Referring to FIG. 1, a method of refining molten iron using hydrogen reduction DRI according to an embodiment of the disclosure will be described.

According to an embodiment of the disclosure, a method for refining molten iron using hydrogen reduction DRI may include: (S1) preparing a raw material; (S2) reducing the raw material through a Direct Reduction Iron (DRI) process; (S3) inputting a carbon material into the reduced raw material to perform melting and further reduction; (S4) separating and collecting CO₂ gas from exhaust gas generated according to the input of the carbon material; (S5) performing decarbonization refining by blowing the separated and collected CO₂ gas into molten iron; and (S6) determining whether decarbonization refining is complete by measuring the amount of CO gas generated in the decarbonization refining.

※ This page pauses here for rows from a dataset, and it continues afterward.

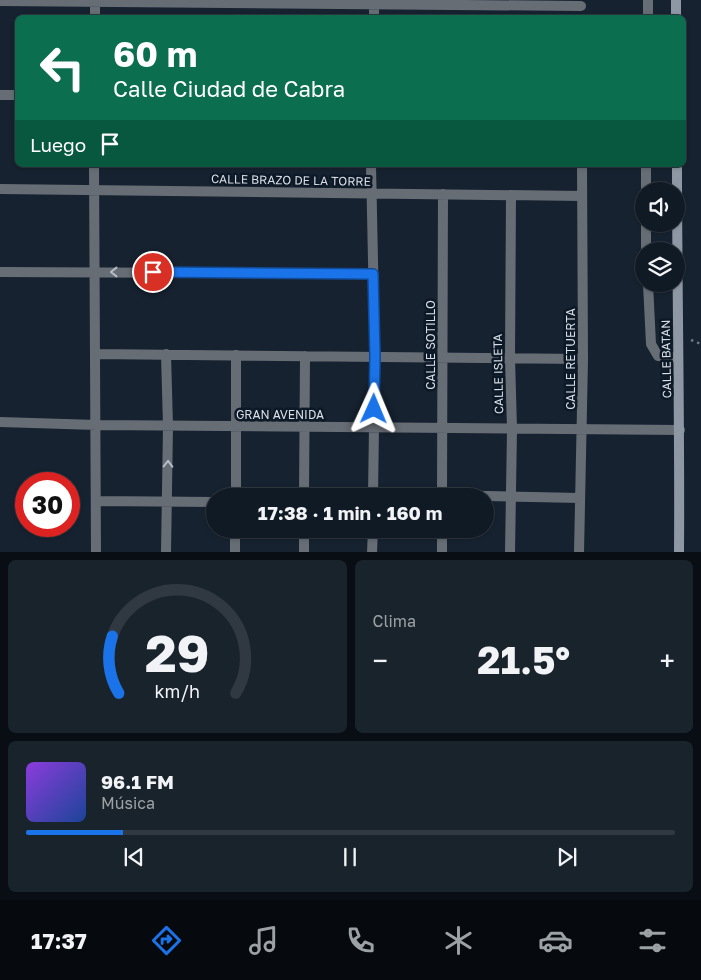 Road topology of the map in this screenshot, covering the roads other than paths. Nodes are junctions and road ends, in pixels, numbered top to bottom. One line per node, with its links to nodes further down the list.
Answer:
1 (648, 0): 9 (street)
2 (676, 0): 10 (street)
3 (0, 1): 4 (street)
4 (95, 1): 5 (street); 7 (street)
5 (374, 2): 6 (street); 8 (street)
6 (581, 3)
7 (95, 15)
8 (374, 15)
9 (648, 15)
10 (676, 15)
11 (0, 94): 12 (street)
12 (15, 95)
13 (94, 167): 20 (street)
14 (371, 167): 21 (street)
15 (582, 167): 24 (street, CALLE RETUERTA)
16 (646, 167): 18 (street)
17 (676, 167): 36 (street, CALLE BATAN)
18 (646, 182)
19 (0, 189): 20 (street, CALLE BRAZO DE LA TORRE)
20 (94, 190): 21 (street, CALLE BRAZO DE LA TORRE); 26 (street)
21 (371, 194): 22 (street, CALLE BRAZO DE LA TORRE); 27 (street)
22 (443, 194): 23 (street, CALLE BRAZO DE LA TORRE); 34 (street, CALLE SOTILLO)
23 (510, 195): 24 (street, CALLE BRAZO DE LA TORRE); 35 (street, CALLE ISLETA)
24 (582, 196): 37 (street, CALLE RETUERTA)
25 (0, 272): 26 (street)
26 (94, 272): 27 (street, one-way to 26); 29 (street)
27 (373, 274): 33 (street)
28 (648, 292): 36 (street)
29 (95, 354): 30 (street); 39 (street)
30 (166, 354): 31 (street); 40 (street)
31 (236, 355): 32 (street); 41 (street)
32 (305, 356): 33 (street); 42 (street)
33 (375, 356): 34 (street); 43 (street)
34 (442, 357): 35 (street); 44 (street, CALLE SOTILLO)
35 (510, 358): 37 (street); 45 (street, CALLE ISLETA)
36 (678, 358): 47 (street, CALLE BATAN)
37 (583, 359): 46 (street, CALLE RETUERTA)
38 (0, 422): 39 (street, GRAN AVENIDA)
39 (97, 425): 40 (street, GRAN AVENIDA); 55 (street)
40 (168, 426): 41 (street, GRAN AVENIDA); 56 (street, one-way to 40)
41 (237, 426): 42 (street, GRAN AVENIDA); 48 (street)
42 (305, 426): 43 (street, GRAN AVENIDA); 49 (street)
43 (373, 427): 44 (street, GRAN AVENIDA); 50 (street)
44 (443, 428): 45 (street, GRAN AVENIDA); 51 (street, CALLE SOTILLO)
45 (512, 429): 46 (street, GRAN AVENIDA); 53 (street, CALLE ISLETA)
46 (582, 430): 47 (street, GRAN AVENIDA); 54 (street, CALLE RETUERTA)
47 (680, 430): 70 (street, CALLE BATAN)
48 (236, 488)
49 (304, 488)
50 (373, 488)
51 (442, 488)
52 (494, 496): 53 (street)
53 (510, 496): 54 (street); 68 (street, CALLE ISLETA)
54 (580, 498): 69 (street, CALLE RETUERTA)
55 (96, 500): 56 (street); 62 (street)
56 (167, 501): 57 (street); 63 (street)
57 (206, 502)
58 (235, 538): 64 (street)
59 (304, 538): 65 (street)
60 (373, 538): 66 (street)
61 (442, 538): 67 (street)
62 (96, 552)
63 (166, 552)
64 (235, 552)
65 (304, 552)
66 (372, 552)
67 (442, 552)
68 (510, 552)
69 (579, 552)
70 (678, 552) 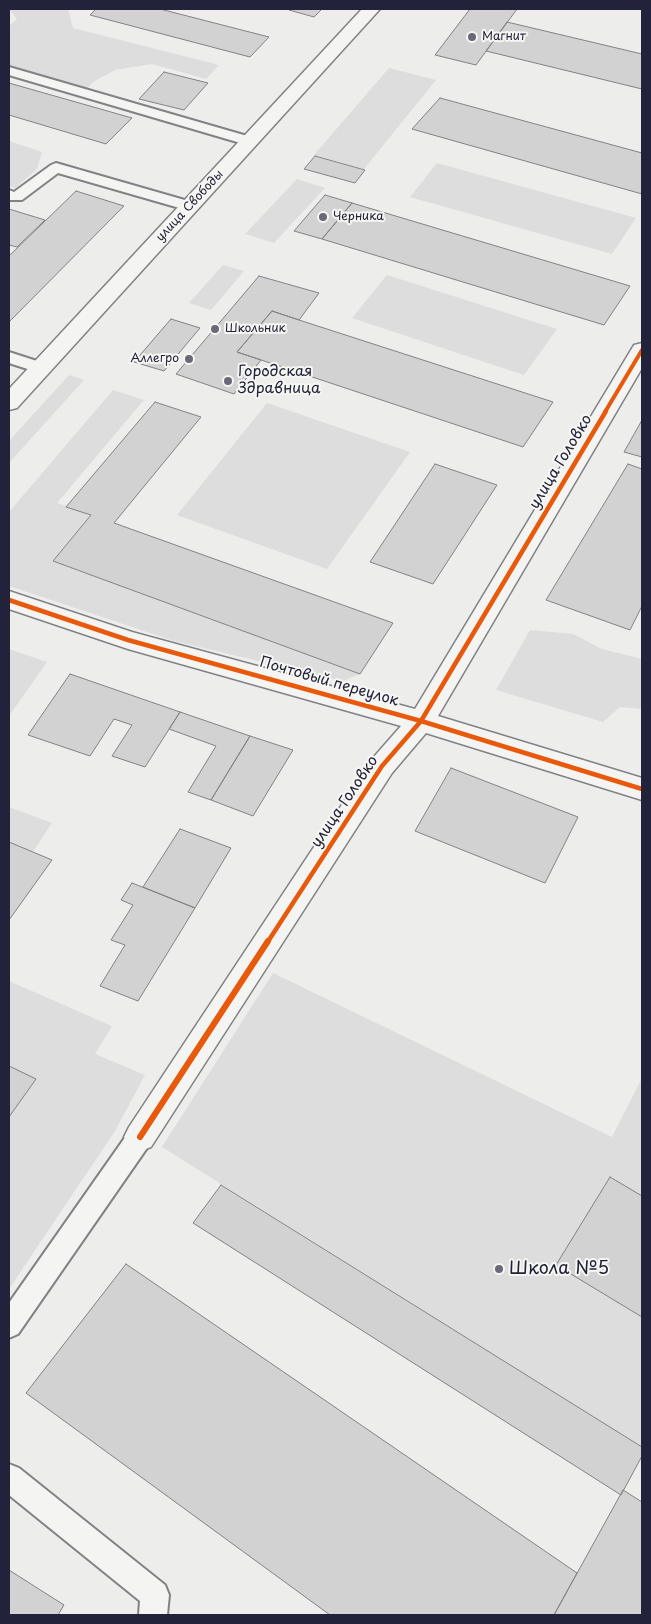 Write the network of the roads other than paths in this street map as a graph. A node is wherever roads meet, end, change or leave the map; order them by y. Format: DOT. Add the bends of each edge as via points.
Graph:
graph roads {
  1 [pos="372,9"];
  2 [pos="9,71"];
  3 [pos="249,141"];
  4 [pos="9,195"];
  5 [pos="190,206"];
  6 [pos="642,350"];
  7 [pos="9,357"];
  8 [pos="40,368"];
  9 [pos="9,403"];
  10 [pos="9,600"];
  11 [pos="422,721"];
  12 [pos="642,789"];
  13 [pos="140,1137"];
  14 [pos="9,1325"];
  15 [pos="9,1478"];
  16 [pos="152,1615"];
  1 -- 3 [label="street, улица Свободы"];
  2 -- 3 [label="lane"];
  3 -- 5 [label="street, улица Свободы"];
  4 -- 5 [label="lane" via="17,197 56,168"];
  5 -- 8 [label="street, улица Свободы"];
  6 -- 11 [label="street, улица Головко"];
  7 -- 8 [label="lane"];
  8 -- 9 [label="street, улица Свободы"];
  10 -- 11 [label="street, Почтовый переулок" via="128,640"];
  11 -- 12 [label="street, Почтовый переулок"];
  11 -- 13 [label="street, улица Головко" via="382,766"];
  13 -- 14 [label="lane"];
  15 -- 16 [label="lane" via="154,1594"];
}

The first step is S1, which is preparing a raw material. In S1, low-grade raw materials (Fe content less than 67%) are prepared. High-quality raw materials account for a very small proportion of the total raw material supply, and due to concerns about limited supply and demand thereof, research is being conducted on ways to utilize low-quality raw materials, lower a reduction rate, reduce a yield due to increased gangue content, and the like.

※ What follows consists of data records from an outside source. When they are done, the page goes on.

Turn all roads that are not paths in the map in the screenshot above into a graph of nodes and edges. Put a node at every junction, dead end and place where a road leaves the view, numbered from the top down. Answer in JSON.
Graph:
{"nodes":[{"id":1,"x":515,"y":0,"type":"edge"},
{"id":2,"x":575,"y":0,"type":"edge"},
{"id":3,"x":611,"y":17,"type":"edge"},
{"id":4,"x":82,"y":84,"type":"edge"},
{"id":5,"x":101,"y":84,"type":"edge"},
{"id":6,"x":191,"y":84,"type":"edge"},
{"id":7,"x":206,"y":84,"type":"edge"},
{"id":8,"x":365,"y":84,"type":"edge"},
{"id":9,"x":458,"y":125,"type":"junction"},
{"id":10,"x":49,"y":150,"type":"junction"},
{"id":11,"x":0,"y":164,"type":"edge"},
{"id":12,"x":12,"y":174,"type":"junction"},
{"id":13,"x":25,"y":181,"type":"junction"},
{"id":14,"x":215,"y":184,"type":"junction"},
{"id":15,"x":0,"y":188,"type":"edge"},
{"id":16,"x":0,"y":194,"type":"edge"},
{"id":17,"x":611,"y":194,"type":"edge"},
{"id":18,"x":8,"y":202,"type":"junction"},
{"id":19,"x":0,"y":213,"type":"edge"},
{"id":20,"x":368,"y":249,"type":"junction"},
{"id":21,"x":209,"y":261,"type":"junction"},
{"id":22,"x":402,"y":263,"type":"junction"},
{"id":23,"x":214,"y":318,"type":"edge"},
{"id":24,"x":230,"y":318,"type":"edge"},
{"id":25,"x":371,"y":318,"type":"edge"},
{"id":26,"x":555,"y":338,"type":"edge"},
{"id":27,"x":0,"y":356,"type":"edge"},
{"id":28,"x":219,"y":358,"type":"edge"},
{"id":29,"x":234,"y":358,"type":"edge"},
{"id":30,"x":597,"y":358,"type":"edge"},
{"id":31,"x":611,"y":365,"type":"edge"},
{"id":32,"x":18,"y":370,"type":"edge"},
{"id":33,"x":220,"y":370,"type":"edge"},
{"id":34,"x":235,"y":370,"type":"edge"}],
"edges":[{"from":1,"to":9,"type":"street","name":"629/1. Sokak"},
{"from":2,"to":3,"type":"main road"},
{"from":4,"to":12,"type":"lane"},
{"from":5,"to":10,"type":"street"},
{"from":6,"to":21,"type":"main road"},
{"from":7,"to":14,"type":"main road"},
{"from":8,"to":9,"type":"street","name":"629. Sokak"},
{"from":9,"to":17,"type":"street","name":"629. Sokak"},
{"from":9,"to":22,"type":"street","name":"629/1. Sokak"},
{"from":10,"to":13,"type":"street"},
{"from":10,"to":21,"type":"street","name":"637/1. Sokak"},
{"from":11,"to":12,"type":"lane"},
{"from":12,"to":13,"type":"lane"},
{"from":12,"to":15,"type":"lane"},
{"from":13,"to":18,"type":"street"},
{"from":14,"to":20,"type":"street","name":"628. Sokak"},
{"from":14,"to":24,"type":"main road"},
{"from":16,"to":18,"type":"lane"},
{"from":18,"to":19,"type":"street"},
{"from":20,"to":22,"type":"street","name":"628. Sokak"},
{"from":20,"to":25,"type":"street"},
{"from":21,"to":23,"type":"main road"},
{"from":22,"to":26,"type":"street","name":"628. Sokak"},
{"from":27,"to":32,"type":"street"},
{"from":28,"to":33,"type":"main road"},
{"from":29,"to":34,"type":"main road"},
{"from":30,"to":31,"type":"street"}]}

The next is S2, which is reducing the raw material through a Direct Reduction Iron (DRI) process. A DRI process is a technology that produces iron sources by reducing iron ore in a solid state using reducing gas (CO, H). The raw material prepared in S1 is directly reduced through a DRI process in S2. When conventional high-grade raw materials are used, the amount of unreduced iron oxide after a DRI process is small, but when low-grade raw materials are used, the amount of unreduced iron oxide is large, which increases electricity consumption and the amount of slag. Therefore, in addition to a DRI process, it is necessary to perform melting and further reduction on input carbon materials such as coke in an electric smelter.

The next is S3, which is inputting a carbon material into the reduced raw material to perform melting and further reduction. S3 may be performed through electric smelting (electric smelter). When using low-quality raw materials, in order to solve problems such as a reduced reduction rate and a decreased yield due to an increased gangue content, hydrogen reduction direct reduction iron (DRI) and Electric Smelter (melting+implementation of further reduction by carbon material+carbon capture, utilization, and storage (CCUS) linkage) schemes instead of the electric furnace scheme are utilized. In this case, CO₂ or the like generated by the use of carbon reducing agents in an electric smelter process is likely to be reused in a decarbonization refining reaction, and thus CO₂ gas should be separately collected for use.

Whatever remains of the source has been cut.